As a person living with a chronic illness, I spend a lot of time waiting:
Waiting in the doctor's office
Waiting for prescription refills, test results, or insurance approvals
Waiting for pain to go away
Waiting for promising new medical treatments or research
Waiting for good news . . . or bad
All that waiting is a huge weight on my shoulders. It's a burden I carry with me every day. It's exhausting, and makes me quite anxious.
For about a month or so, I've been waiting for an upcoming visit to the Cleveland Clinic where I will be evaluated for a lung transplant. The organ transplant process is quite complicated, and I am complicated patient with a rare, incurable disease, Scleroderma. Earlier this year, I was turned down as a potential candidate by Loyola University Medical Center after more than a year of being watched by their lung transplant team. I was not accepted by them as a patient due to my various problems related to Scleroderma.
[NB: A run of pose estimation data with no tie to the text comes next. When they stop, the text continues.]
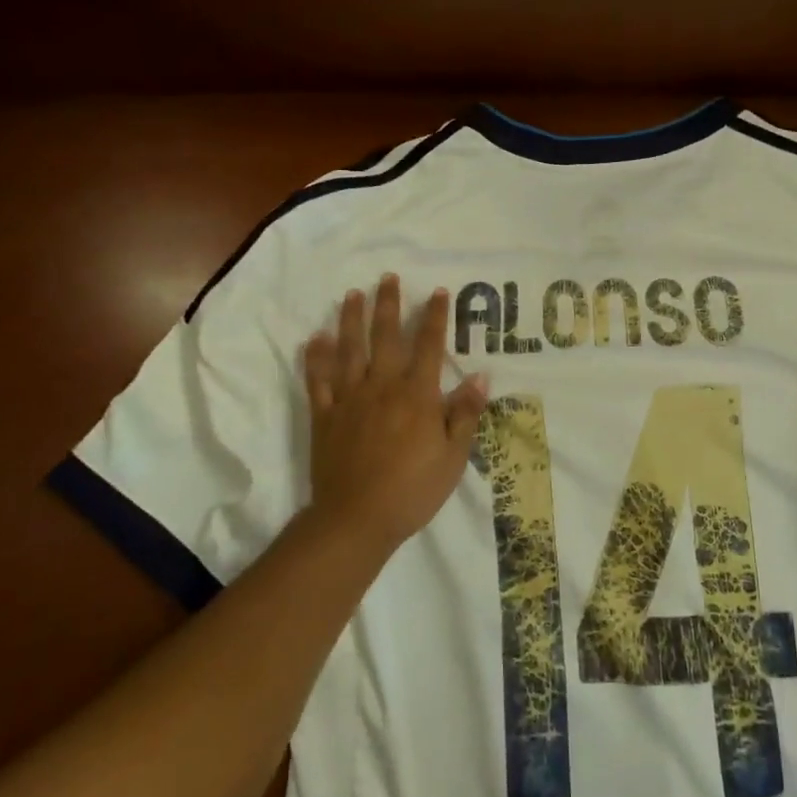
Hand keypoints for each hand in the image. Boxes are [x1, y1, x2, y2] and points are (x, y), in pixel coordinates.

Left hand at [303, 274, 489, 548]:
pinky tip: (315, 339)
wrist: (357, 519)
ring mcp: (349, 399)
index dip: (435, 318)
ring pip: (349, 350)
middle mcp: (382, 387)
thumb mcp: (453, 456)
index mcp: (417, 395)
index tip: (438, 292)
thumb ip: (465, 414)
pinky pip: (318, 381)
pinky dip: (316, 358)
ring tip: (352, 295)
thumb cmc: (413, 490)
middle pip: (386, 338)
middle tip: (388, 278)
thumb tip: (481, 375)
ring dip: (351, 320)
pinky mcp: (324, 416)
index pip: (429, 346)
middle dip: (389, 306)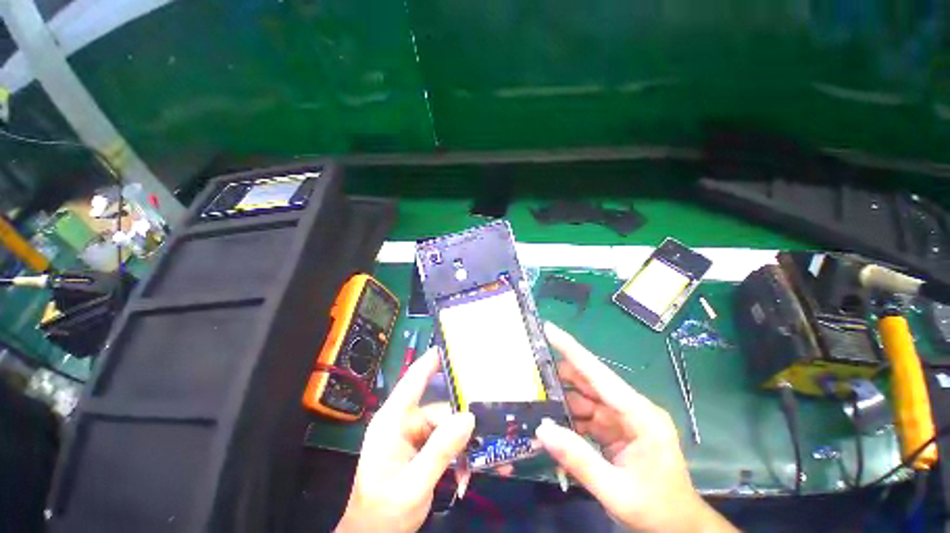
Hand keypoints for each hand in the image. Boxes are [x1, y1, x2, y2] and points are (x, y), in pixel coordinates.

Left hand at [337, 348, 474, 532]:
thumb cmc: (384, 511)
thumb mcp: (414, 483)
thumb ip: (441, 450)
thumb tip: (469, 417)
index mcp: (392, 420)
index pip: (412, 380)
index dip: (431, 361)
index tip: (451, 346)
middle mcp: (403, 422)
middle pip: (438, 408)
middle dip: (460, 418)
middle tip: (488, 418)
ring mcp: (412, 435)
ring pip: (445, 425)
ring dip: (461, 440)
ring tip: (482, 450)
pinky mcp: (420, 448)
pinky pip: (444, 440)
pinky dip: (457, 451)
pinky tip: (468, 465)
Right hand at [536, 322, 736, 532]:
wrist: (681, 529)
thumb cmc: (657, 512)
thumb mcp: (616, 492)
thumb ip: (579, 460)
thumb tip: (542, 429)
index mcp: (640, 415)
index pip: (599, 374)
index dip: (572, 349)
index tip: (549, 330)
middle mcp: (631, 408)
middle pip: (589, 382)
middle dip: (560, 375)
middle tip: (529, 369)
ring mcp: (624, 418)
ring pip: (585, 399)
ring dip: (562, 400)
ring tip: (535, 397)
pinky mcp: (617, 429)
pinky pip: (587, 417)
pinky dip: (570, 419)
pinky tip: (552, 423)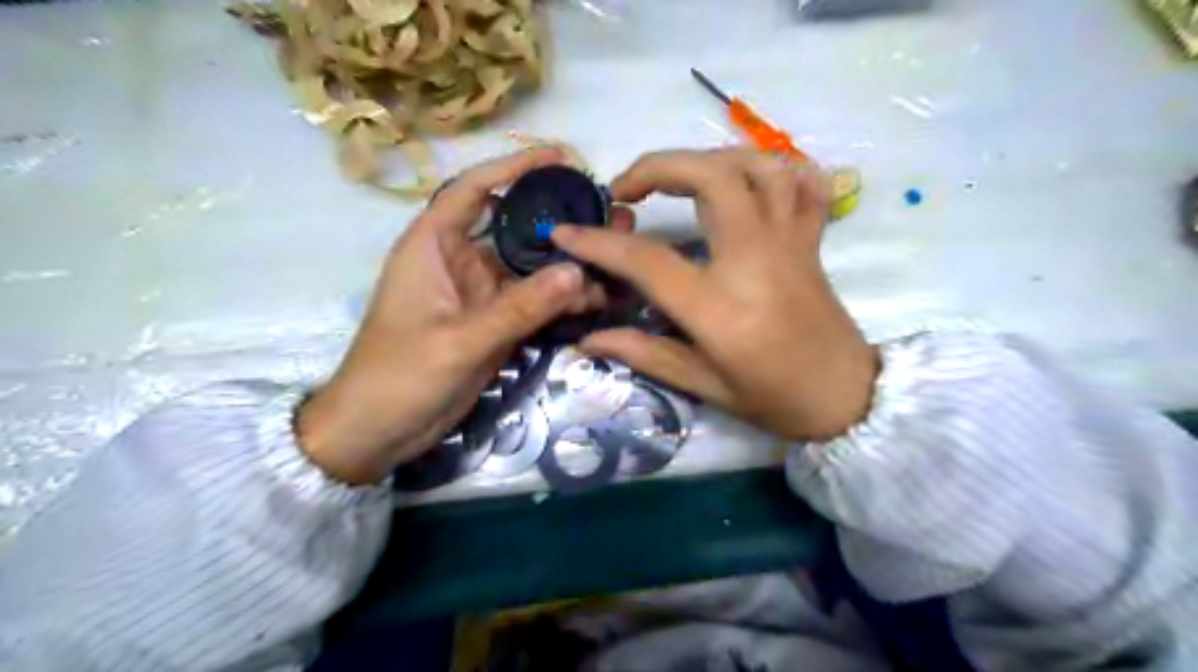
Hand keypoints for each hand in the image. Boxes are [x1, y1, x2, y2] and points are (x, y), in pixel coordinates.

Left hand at [294, 147, 593, 484]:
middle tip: (605, 214)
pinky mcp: (494, 323)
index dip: (513, 168)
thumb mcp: (459, 340)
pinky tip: (596, 299)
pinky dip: (561, 300)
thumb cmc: (400, 376)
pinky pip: (533, 302)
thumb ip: (518, 308)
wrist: (380, 431)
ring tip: (612, 260)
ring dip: (566, 265)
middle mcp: (459, 261)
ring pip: (529, 268)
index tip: (559, 158)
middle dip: (556, 220)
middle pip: (513, 227)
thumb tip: (577, 271)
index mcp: (433, 246)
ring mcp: (479, 294)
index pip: (472, 190)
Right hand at [555, 146, 877, 440]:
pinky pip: (803, 183)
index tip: (565, 231)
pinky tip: (748, 178)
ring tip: (682, 176)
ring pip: (758, 166)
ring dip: (711, 158)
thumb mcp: (704, 385)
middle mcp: (755, 259)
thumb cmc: (774, 398)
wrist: (846, 397)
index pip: (647, 260)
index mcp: (720, 306)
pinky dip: (775, 167)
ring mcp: (789, 242)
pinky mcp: (811, 239)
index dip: (599, 242)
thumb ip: (644, 354)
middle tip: (627, 188)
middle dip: (658, 165)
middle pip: (711, 178)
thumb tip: (588, 340)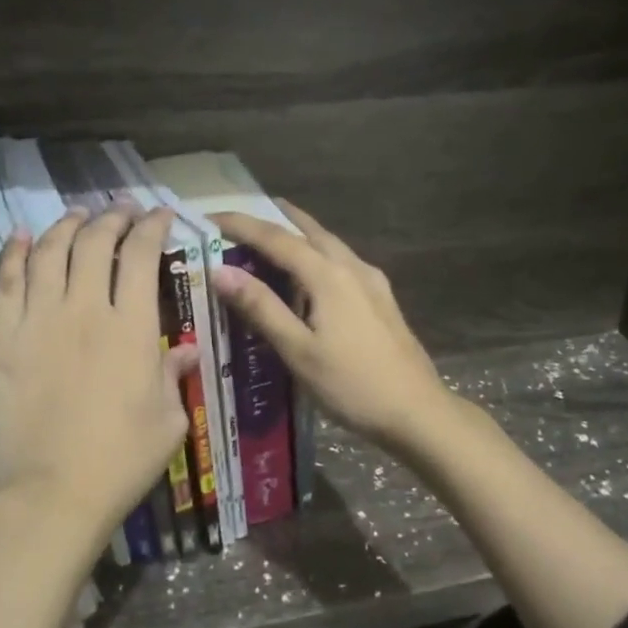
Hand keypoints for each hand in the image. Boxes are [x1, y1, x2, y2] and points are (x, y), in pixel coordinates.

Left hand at [0, 205, 198, 562]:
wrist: (50, 496)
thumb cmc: (121, 462)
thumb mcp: (167, 421)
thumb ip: (173, 375)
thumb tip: (188, 349)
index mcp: (132, 328)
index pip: (142, 256)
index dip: (152, 228)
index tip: (160, 216)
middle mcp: (85, 310)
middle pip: (95, 243)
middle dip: (112, 218)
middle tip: (121, 210)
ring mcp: (37, 321)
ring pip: (51, 252)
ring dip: (68, 226)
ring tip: (79, 216)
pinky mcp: (1, 339)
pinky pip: (7, 282)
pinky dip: (17, 253)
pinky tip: (25, 237)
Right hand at [209, 203, 455, 455]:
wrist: (416, 411)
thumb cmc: (352, 385)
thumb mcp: (299, 350)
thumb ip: (261, 308)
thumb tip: (221, 271)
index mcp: (328, 275)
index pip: (276, 238)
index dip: (242, 224)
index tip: (211, 216)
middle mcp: (352, 267)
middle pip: (310, 231)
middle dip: (277, 218)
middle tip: (246, 216)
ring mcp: (373, 283)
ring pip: (331, 245)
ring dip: (301, 234)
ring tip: (276, 236)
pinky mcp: (383, 300)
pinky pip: (344, 262)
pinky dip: (319, 255)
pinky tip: (316, 274)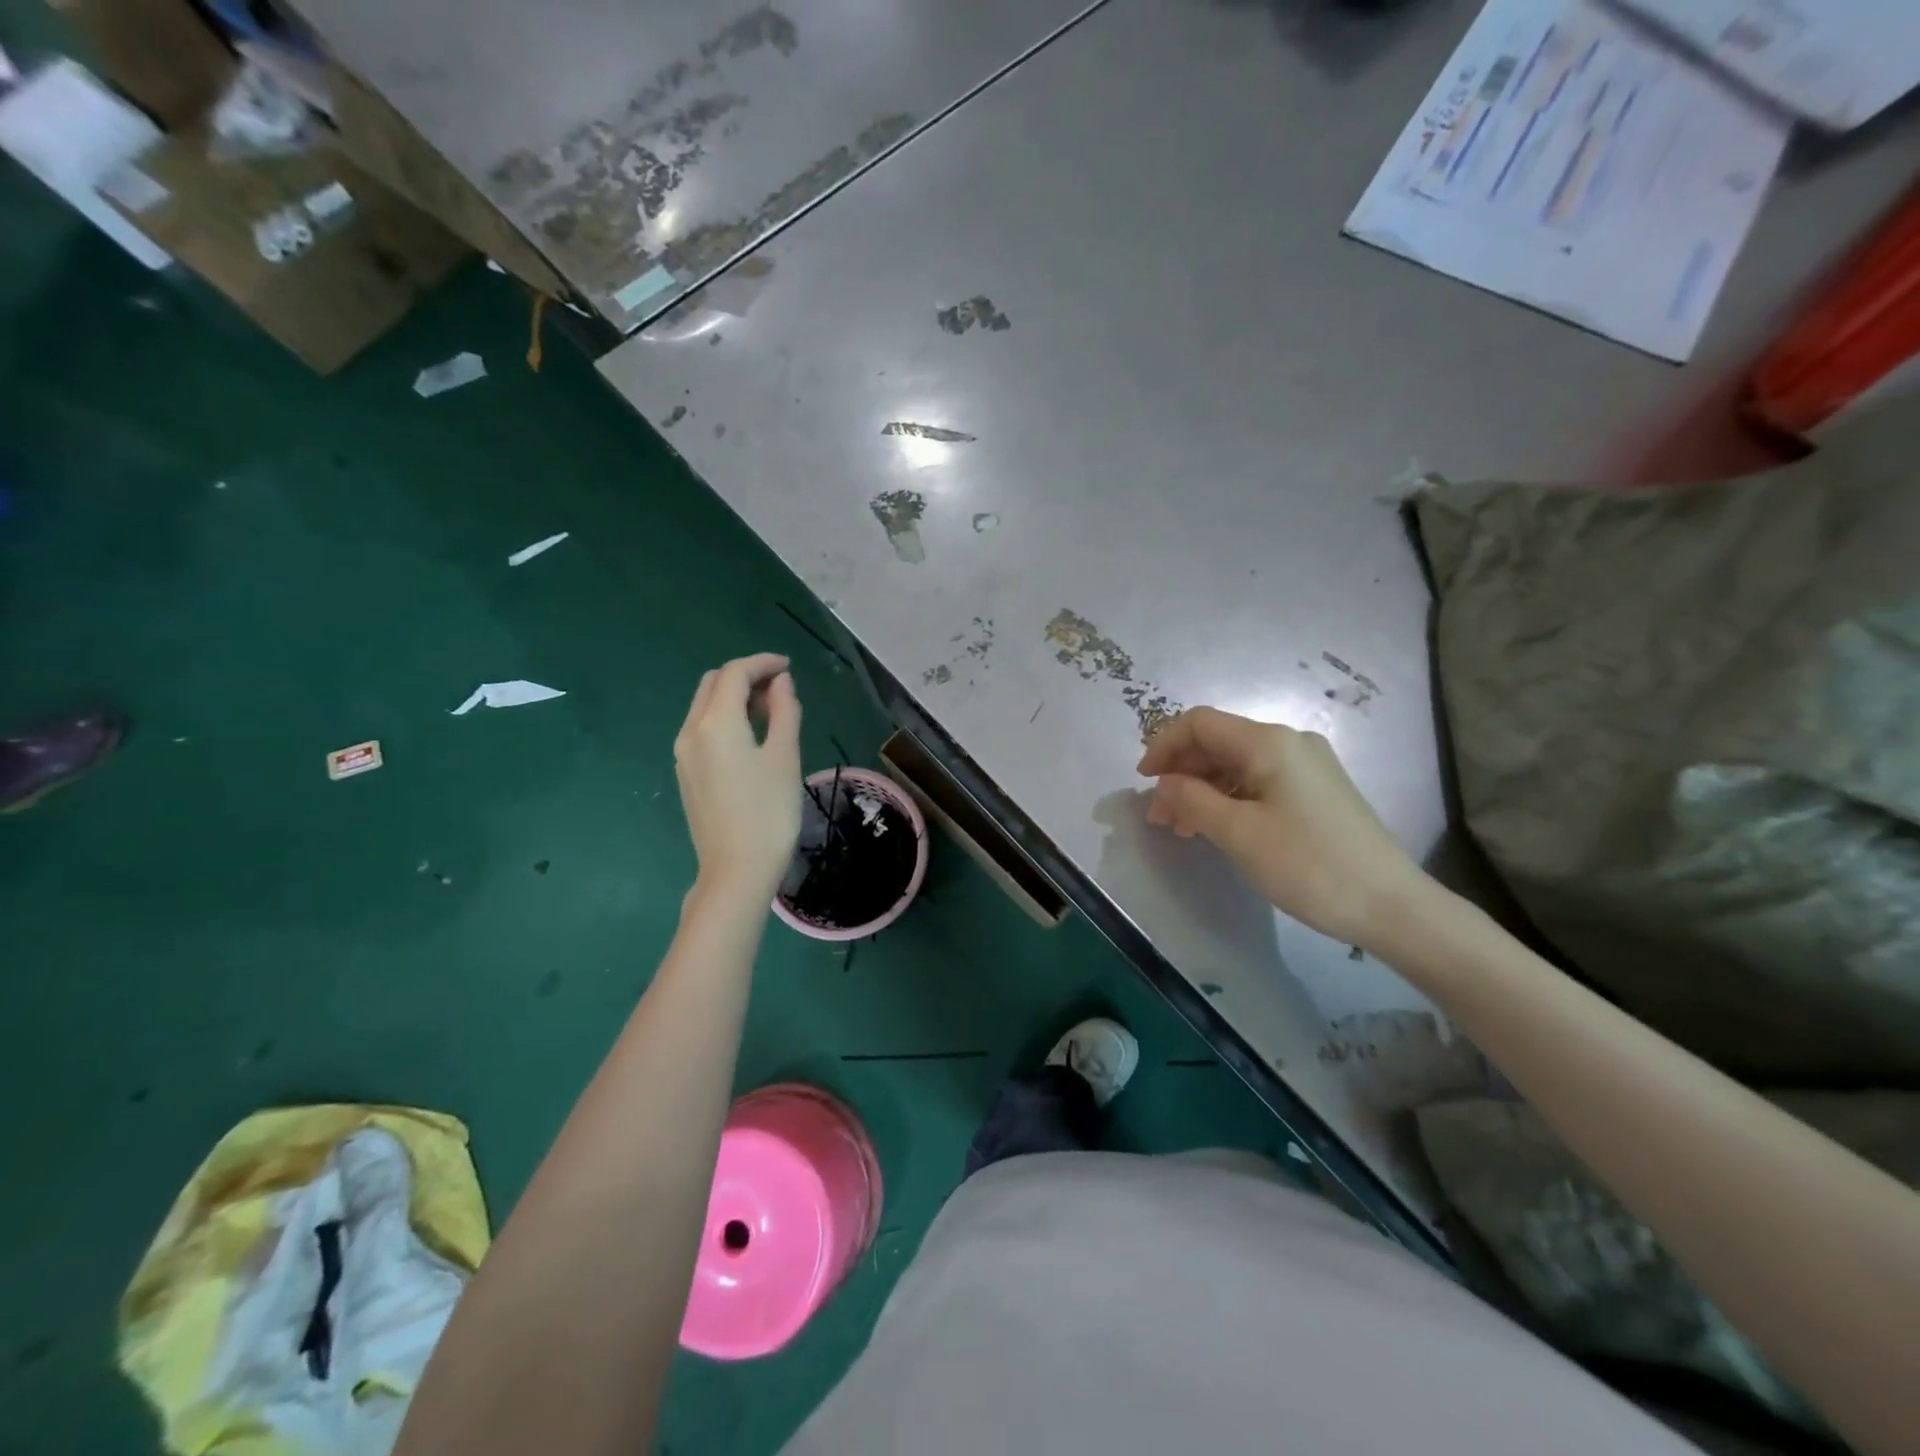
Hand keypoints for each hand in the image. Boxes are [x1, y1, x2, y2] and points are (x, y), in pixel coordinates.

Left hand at [674, 654, 802, 899]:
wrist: (736, 869)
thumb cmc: (769, 812)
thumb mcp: (784, 756)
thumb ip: (784, 711)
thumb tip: (780, 682)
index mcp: (715, 723)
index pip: (735, 673)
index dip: (763, 663)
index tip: (789, 668)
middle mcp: (691, 730)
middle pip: (714, 684)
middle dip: (746, 676)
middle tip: (780, 688)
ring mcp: (683, 753)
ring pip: (704, 705)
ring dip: (734, 696)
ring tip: (770, 710)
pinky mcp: (686, 772)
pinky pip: (702, 728)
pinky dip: (724, 717)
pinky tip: (750, 735)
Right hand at [1137, 707, 1425, 948]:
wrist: (1392, 906)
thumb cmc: (1308, 865)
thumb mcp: (1238, 833)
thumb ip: (1192, 800)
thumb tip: (1165, 783)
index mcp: (1269, 743)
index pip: (1200, 723)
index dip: (1164, 745)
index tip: (1143, 782)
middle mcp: (1289, 743)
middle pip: (1218, 742)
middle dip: (1181, 772)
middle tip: (1159, 816)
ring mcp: (1308, 766)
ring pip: (1237, 764)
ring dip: (1202, 789)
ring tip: (1181, 828)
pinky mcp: (1317, 791)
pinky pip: (1259, 781)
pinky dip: (1229, 798)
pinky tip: (1216, 827)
I wrote a little bit about my Loyola experience on my archived blog, In Sickness and in Health.
After being declined by Loyola, I took a little break to re-group. Then my pulmonologist at Northwestern sought out other potential transplant centers with mixed results: Duke - no, too risky, University of Pittsburgh - maybe, but problems with my insurance coverage, then the Cleveland Clinic - yes, but . . .
Yes, they will take a look at me, my medical records and my history, and my complications related to Scleroderma. Yes, they will give me a series of medical tests, mostly pulmonary function testing, and I will meet with several members of the transplant team during my two-day visit. Then . . .
The waiting will begin again as we do not expect to have any answers during next week's visit. But we will have questions:
Will I be accepted as a transplant candidate? If so, when would I be listed? If not, what happens next?
The waiting is the hardest part.
Every day you get one more yard.
You take it on faith, you take it to the heart.